[Stored data entries]

*** Block opens ***

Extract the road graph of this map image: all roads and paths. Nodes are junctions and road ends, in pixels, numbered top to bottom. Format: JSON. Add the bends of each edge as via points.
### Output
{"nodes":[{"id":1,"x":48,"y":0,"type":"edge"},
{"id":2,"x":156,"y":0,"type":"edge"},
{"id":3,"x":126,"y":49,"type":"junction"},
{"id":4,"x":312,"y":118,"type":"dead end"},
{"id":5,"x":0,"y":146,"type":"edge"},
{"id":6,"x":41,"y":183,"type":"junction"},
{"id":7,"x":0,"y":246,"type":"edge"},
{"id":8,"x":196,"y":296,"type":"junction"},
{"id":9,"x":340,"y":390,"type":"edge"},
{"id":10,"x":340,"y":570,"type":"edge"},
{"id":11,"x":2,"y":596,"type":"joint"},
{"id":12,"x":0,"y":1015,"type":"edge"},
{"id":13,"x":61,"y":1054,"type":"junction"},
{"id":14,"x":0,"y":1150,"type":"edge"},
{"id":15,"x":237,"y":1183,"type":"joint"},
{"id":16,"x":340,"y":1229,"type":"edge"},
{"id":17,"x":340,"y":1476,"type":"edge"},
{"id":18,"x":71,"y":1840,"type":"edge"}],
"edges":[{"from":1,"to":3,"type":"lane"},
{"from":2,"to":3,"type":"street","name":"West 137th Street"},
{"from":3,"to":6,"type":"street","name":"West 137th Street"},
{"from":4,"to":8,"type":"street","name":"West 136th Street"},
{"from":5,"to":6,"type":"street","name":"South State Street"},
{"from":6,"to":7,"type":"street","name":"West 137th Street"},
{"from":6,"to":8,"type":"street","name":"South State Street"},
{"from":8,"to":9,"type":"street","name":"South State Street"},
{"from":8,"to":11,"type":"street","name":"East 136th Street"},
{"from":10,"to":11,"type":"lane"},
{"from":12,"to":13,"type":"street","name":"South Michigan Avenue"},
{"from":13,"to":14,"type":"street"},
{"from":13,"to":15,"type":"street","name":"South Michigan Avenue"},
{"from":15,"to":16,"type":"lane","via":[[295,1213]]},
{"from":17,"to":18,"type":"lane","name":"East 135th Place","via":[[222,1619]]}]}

*** Block closes ***

● EXERCISE GOAL: Every record shown above should be written out again exactly.

● PROBLEM SOLUTION:
Extract the road graph of this map image: all roads and paths. Nodes are junctions and road ends, in pixels, numbered top to bottom. Format: JSON. Add the bends of each edge as via points.
### Output
{"nodes":[{"id":1,"x":48,"y":0,"type":"edge"},
{"id":2,"x":156,"y":0,"type":"edge"},
{"id":3,"x":126,"y":49,"type":"junction"},
{"id":4,"x":312,"y":118,"type":"dead end"},
{"id":5,"x":0,"y":146,"type":"edge"},
{"id":6,"x":41,"y":183,"type":"junction"},
{"id":7,"x":0,"y":246,"type":"edge"},
{"id":8,"x":196,"y":296,"type":"junction"},
{"id":9,"x":340,"y":390,"type":"edge"},
{"id":10,"x":340,"y":570,"type":"edge"},
{"id":11,"x":2,"y":596,"type":"joint"},
{"id":12,"x":0,"y":1015,"type":"edge"},
{"id":13,"x":61,"y":1054,"type":"junction"},
{"id":14,"x":0,"y":1150,"type":"edge"},
{"id":15,"x":237,"y":1183,"type":"joint"},
{"id":16,"x":340,"y":1229,"type":"edge"},
{"id":17,"x":340,"y":1476,"type":"edge"},
{"id":18,"x":71,"y":1840,"type":"edge"}],
"edges":[{"from":1,"to":3,"type":"lane"},
{"from":2,"to":3,"type":"street","name":"West 137th Street"},
{"from":3,"to":6,"type":"street","name":"West 137th Street"},
{"from":4,"to":8,"type":"street","name":"West 136th Street"},
{"from":5,"to":6,"type":"street","name":"South State Street"},
{"from":6,"to":7,"type":"street","name":"West 137th Street"},
{"from":6,"to":8,"type":"street","name":"South State Street"},
{"from":8,"to":9,"type":"street","name":"South State Street"},
{"from":8,"to":11,"type":"street","name":"East 136th Street"},
{"from":10,"to":11,"type":"lane"},
{"from":12,"to":13,"type":"street","name":"South Michigan Avenue"},
{"from":13,"to":14,"type":"street"},
{"from":13,"to":15,"type":"street","name":"South Michigan Avenue"},
{"from":15,"to":16,"type":"lane","via":[[295,1213]]},
{"from":17,"to":18,"type":"lane","name":"East 135th Place","via":[[222,1619]]}]}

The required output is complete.